E per i braccagnini, domenica pomeriggio, è spaccata. Tutti bardati e lustri,
armatissimi, con cartucce d'ogni tipo e marca, berrettino sportivo a protezione
degli occhi, i migliori fucili di Braccagni erano scesi in lizza ansiosi di misurarsi
con gli irsuti ed intrepidi ungulati. Comincia così la caccia con un festoso
avvio della canizza, con le prime schioppettate e con le prime delle numerosissime
padelle. Enormi, gigantesche padelle e tutte in fila. Cominciava FEBO col mancare
un bel cinghialotto d'una cinquantina di chili, continuava BRENCIO con una grosa
maschia, poi una cilecca, ancora uno sfortunato tiro del "Sor PIETRO" ed infine
l'episodio culminante, il "big" della padella. Una grossa femmina e quattro
cinghialotti, il naso sulla coda dell'altro, passavano circospetti e con cautela
davanti l'ultima posta, certi ormai d'averla scampata, felici di poter ancora
battere il muschio e sgrufolarsi nel fango nei caldi pomeriggi d'estate., almeno
fino al prossimo anno. E le loro speranze non andavano deluse. C'era il DRINGOLI
all'ultima posta; il fucile automatico in pugno, euforico, sicuro di sé. Era bello
il colpo d'occhio; bello e raro.
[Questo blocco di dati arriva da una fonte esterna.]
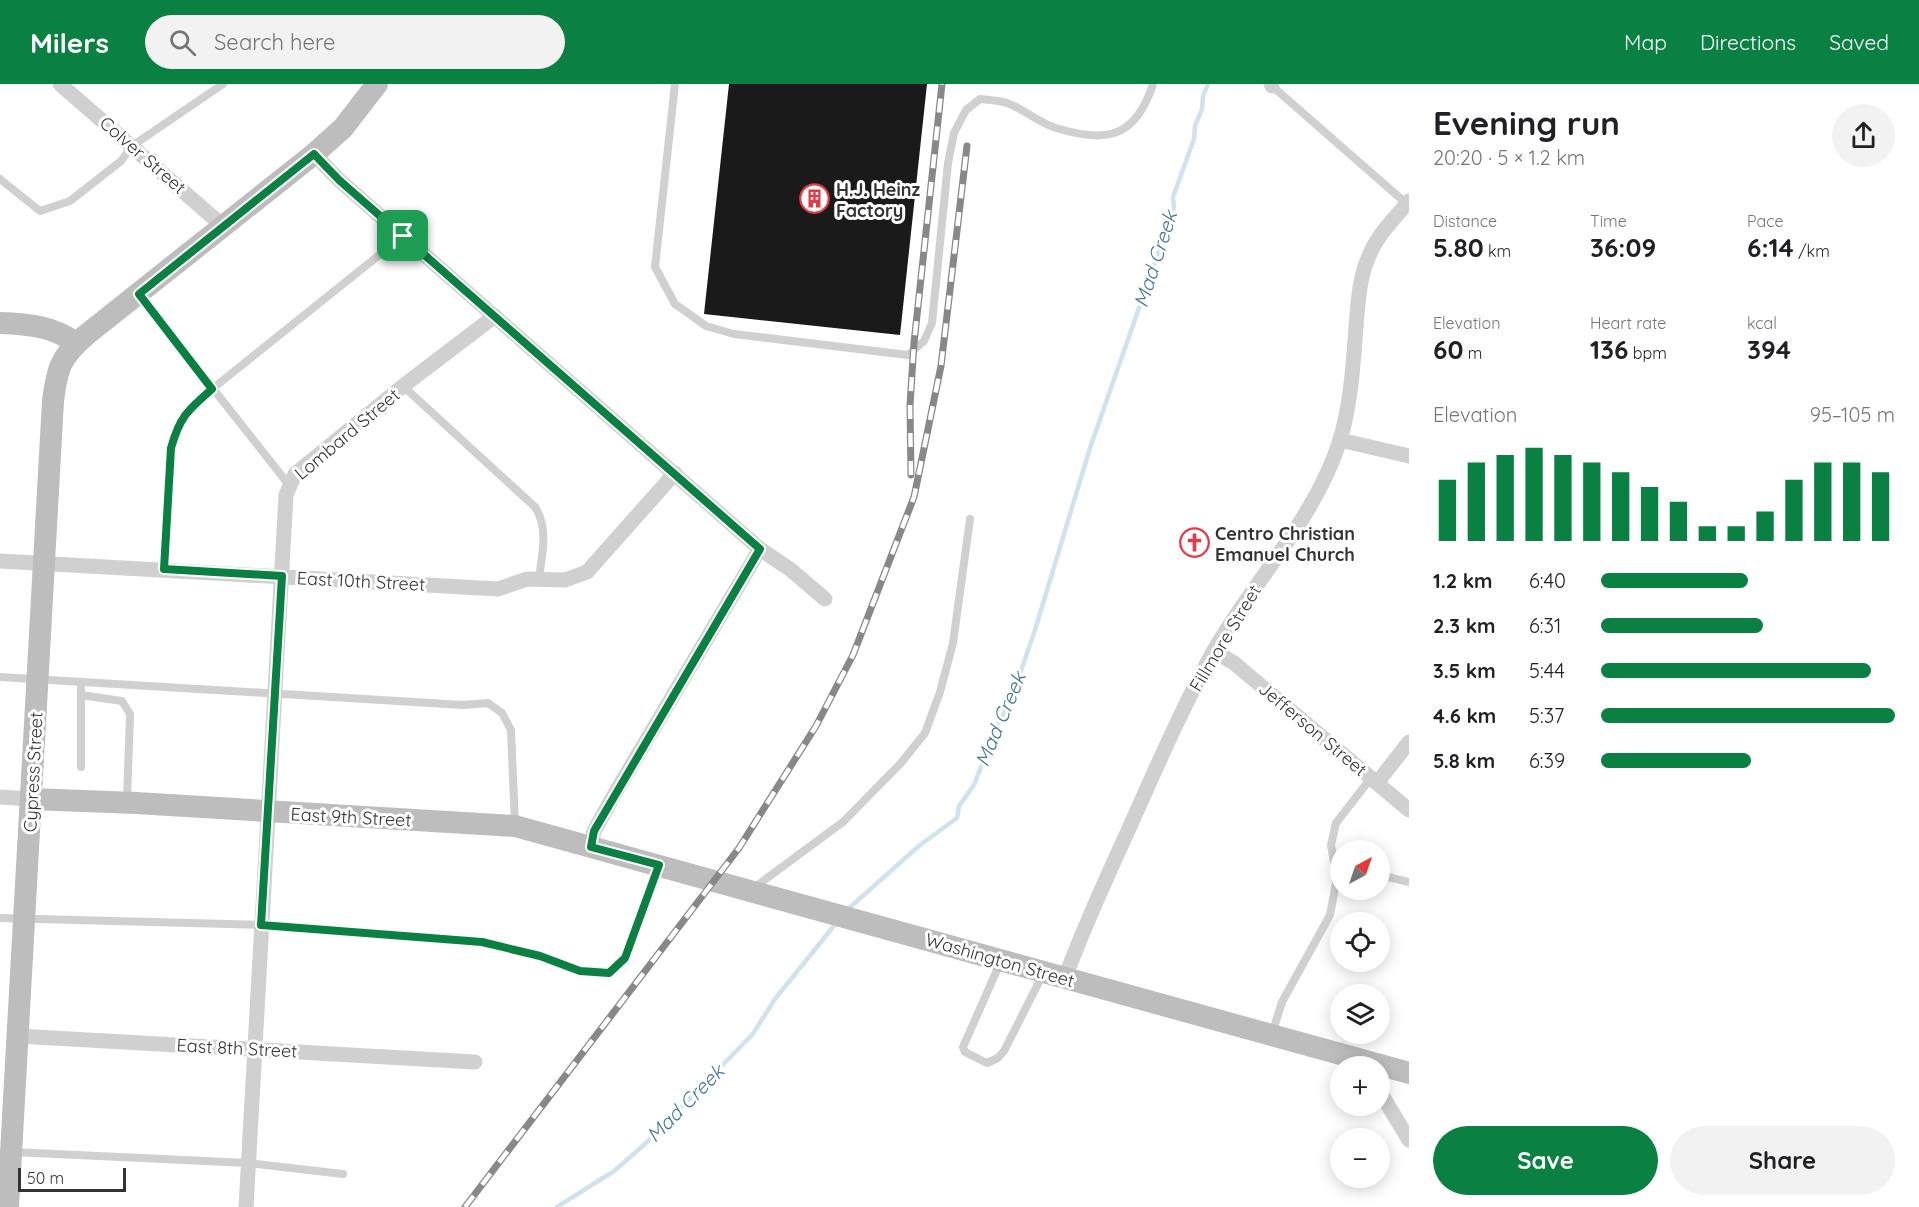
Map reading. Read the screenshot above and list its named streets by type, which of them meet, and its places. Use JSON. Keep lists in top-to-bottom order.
{
  "streets": {
    "main road": ["Cypress Street", "East 9th Street", "Washington Street"],
    "street": [
      "Colver Street",
      "Lombard Street",
      "East 10th Street",
      "Fillmore Street",
      "Jefferson Street",
      "East 8th Street"
    ]
  },
  "crossings": [
    ["Colver Street", "Cypress Street"],
    ["Lombard Street", "East 10th Street"],
    ["Lombard Street", "East 9th Street"],
    ["Lombard Street", "East 8th Street"],
    ["East 10th Street", "Cypress Street"],
    ["Fillmore Street", "Jefferson Street"],
    ["Fillmore Street", "Washington Street"],
    ["Cypress Street", "East 9th Street"],
    ["Cypress Street", "East 8th Street"],
    ["East 9th Street", "Washington Street"]
  ],
  "water": ["Mad Creek"],
  "places": {
    "building": ["H.J. Heinz Factory"],
    "church": ["Centro Christian Emanuel Church"]
  },
  "scale_bar": "50 m",
  "north": "top right",
  "page": {
    "header": "Milers",
    "search": "Search here",
    "nav": ["Map", "Directions", "Saved"],
    "heading": ["Evening run", "20:20 · 5 × 1.2 km"],
    "stats": [
      ["Distance", "5.80 km"],
      ["Time", "36:09"],
      ["Pace", "6:14 /km"],
      ["Elevation", "60 m"],
      ["Heart rate", "136 bpm"],
      ["kcal", "394"]
    ],
    "chart": ["Elevation", "95–105 m"],
    "list": [
      {
        "name": "1.2 km",
        "note": "6:40"
      },
      {
        "name": "2.3 km",
        "note": "6:31"
      },
      {
        "name": "3.5 km",
        "note": "5:44"
      },
      {
        "name": "4.6 km",
        "note": "5:37"
      },
      {
        "name": "5.8 km",
        "note": "6:39"
      }
    ],
    "map_buttons": ["+", "−"],
    "buttons": ["Save", "Share"],
    "scale": "50 m"
  }
}
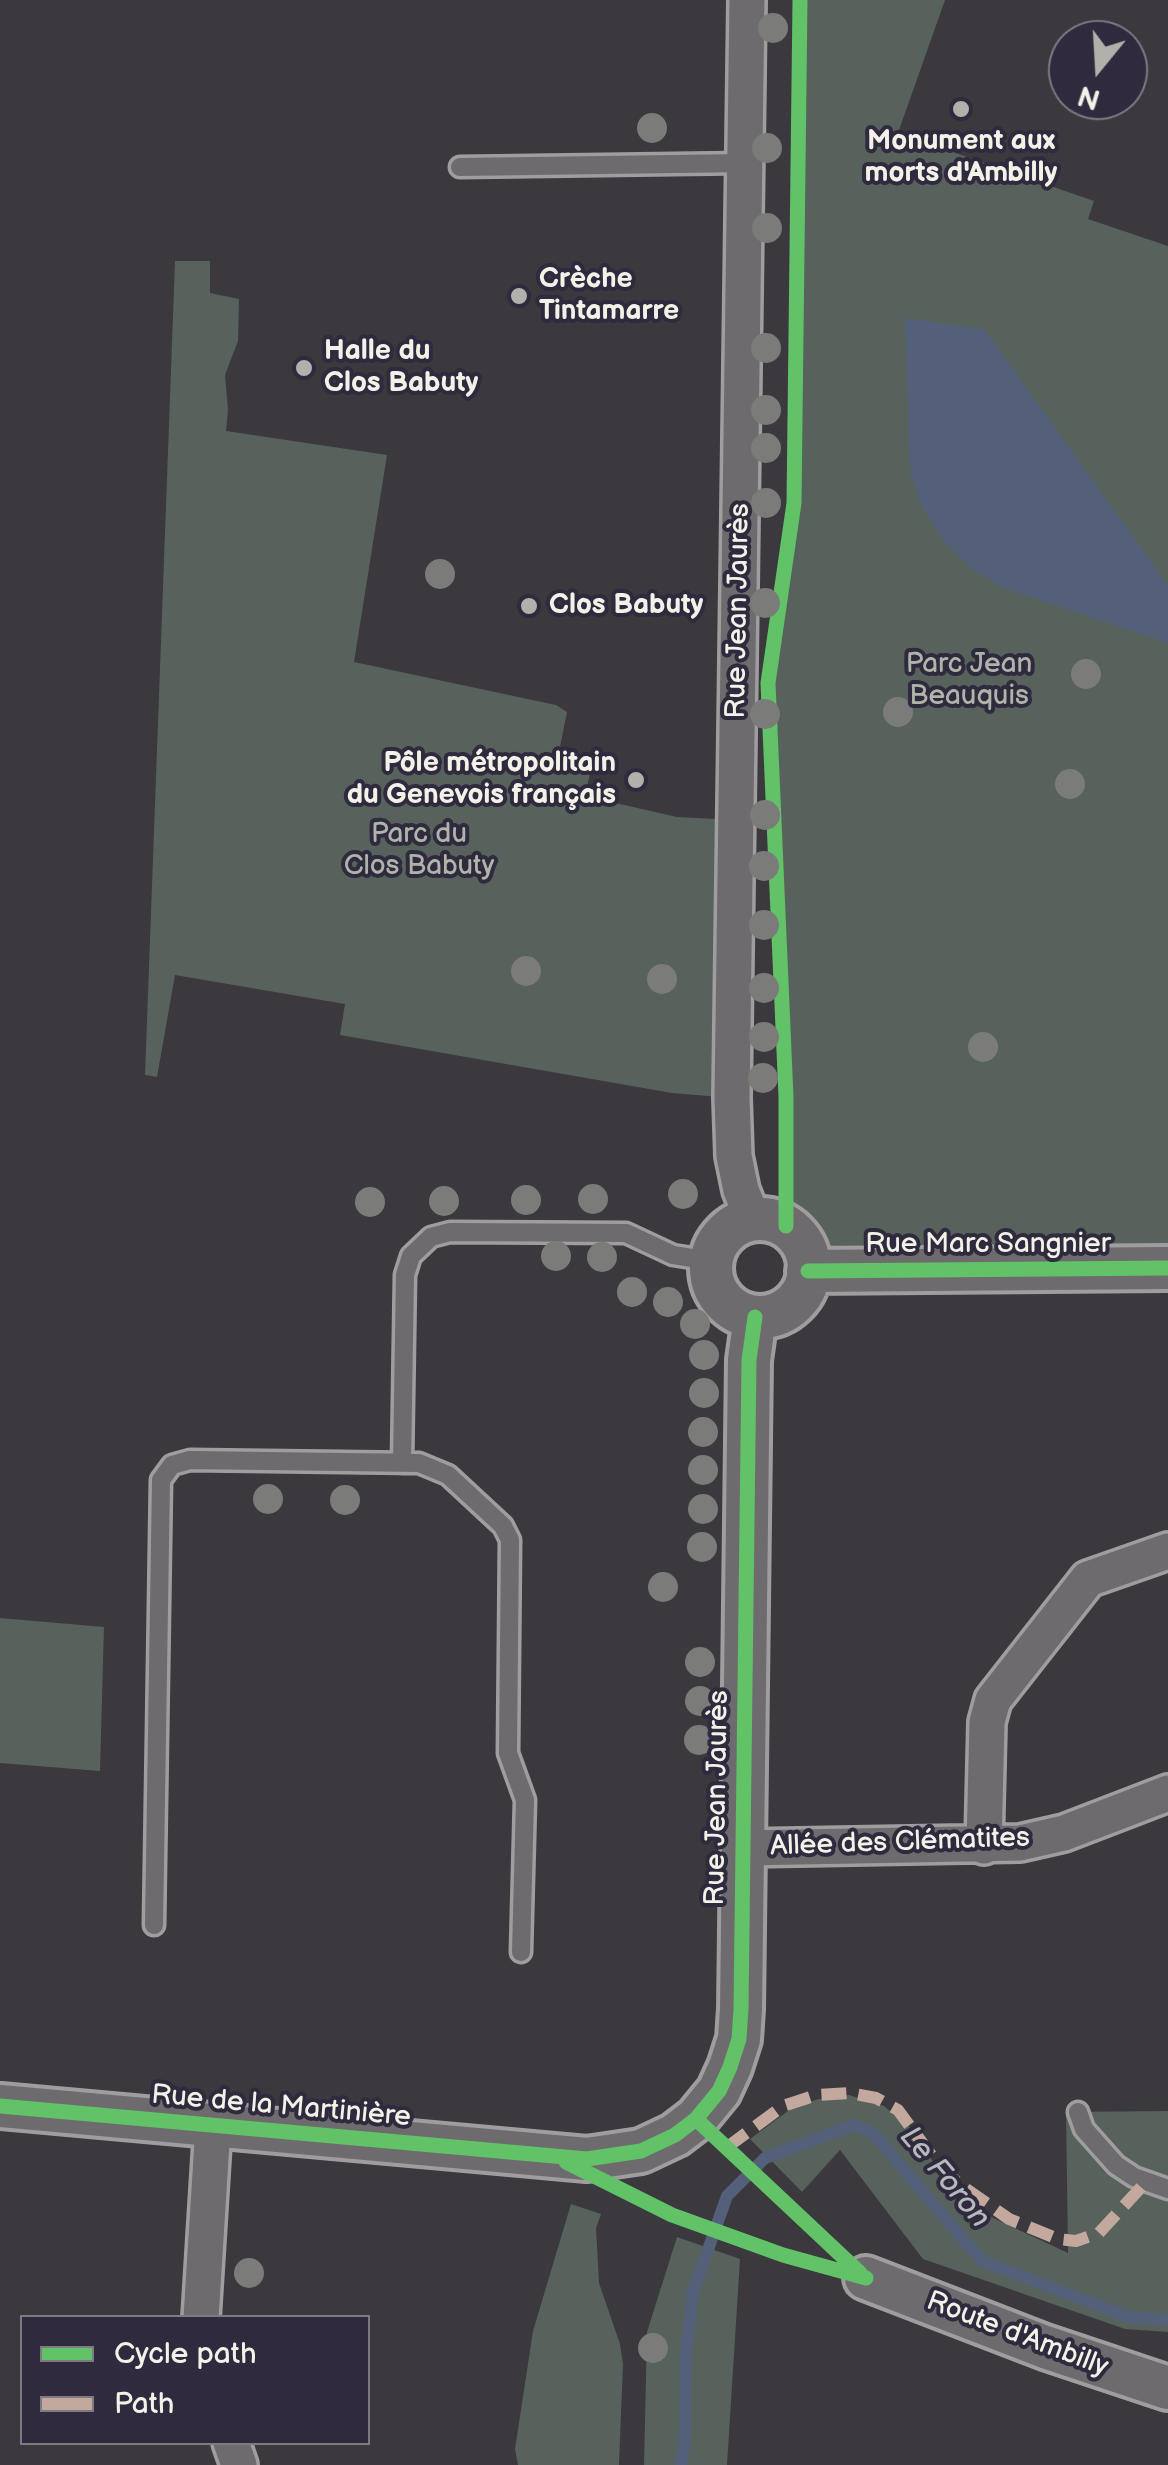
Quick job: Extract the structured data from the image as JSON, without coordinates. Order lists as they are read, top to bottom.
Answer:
{
  "streets": {
    "street": [
      "Rue Jean Jaurès",
      "Rue Marc Sangnier",
      "Allée des Clématites",
      "Rue de la Martinière",
      "Route d'Ambilly"
    ]
  },
  "crossings": [
    ["Rue Jean Jaurès", "Rue Marc Sangnier"],
    ["Rue Jean Jaurès", "Allée des Clématites"],
    ["Rue Jean Jaurès", "Rue de la Martinière"]
  ],
  "water": ["Le Foron"],
  "parks": ["Parc Jean Beauquis", "Parc du Clos Babuty"],
  "places": [
    "Monument aux morts d'Ambilly",
    "Crèche Tintamarre",
    "Halle du Clos Babuty",
    "Clos Babuty",
    "Pôle métropolitain du Genevois français"
  ],
  "legend": ["Cycle path", "Path"],
  "north": "bottom"
}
Pochi cacciatori era capitato di poter tirare
a cinque cinghiali in fila, quasi fermi, che sembravano camminare in punta di
piedi. Cinque colpi in cinque secondi a cinque cinghiali... e cinque colossali
padelle. L'onore delle ermi, per fortuna era stato affidato a mani gentili,
quelle della signora Anna Mazzini di Prato, che l'avevano egregiamente difeso
fulminando con un solo colpo un vecchio maschio partito velocissimo dal suo "bauge".
Erano poi tre altri cinghiali a subire l'ira dei cacciatori scatenatasi alla ricerca
di una giusta vendetta, finchè il sole calava di nuovo al di là di Macchia Scandona.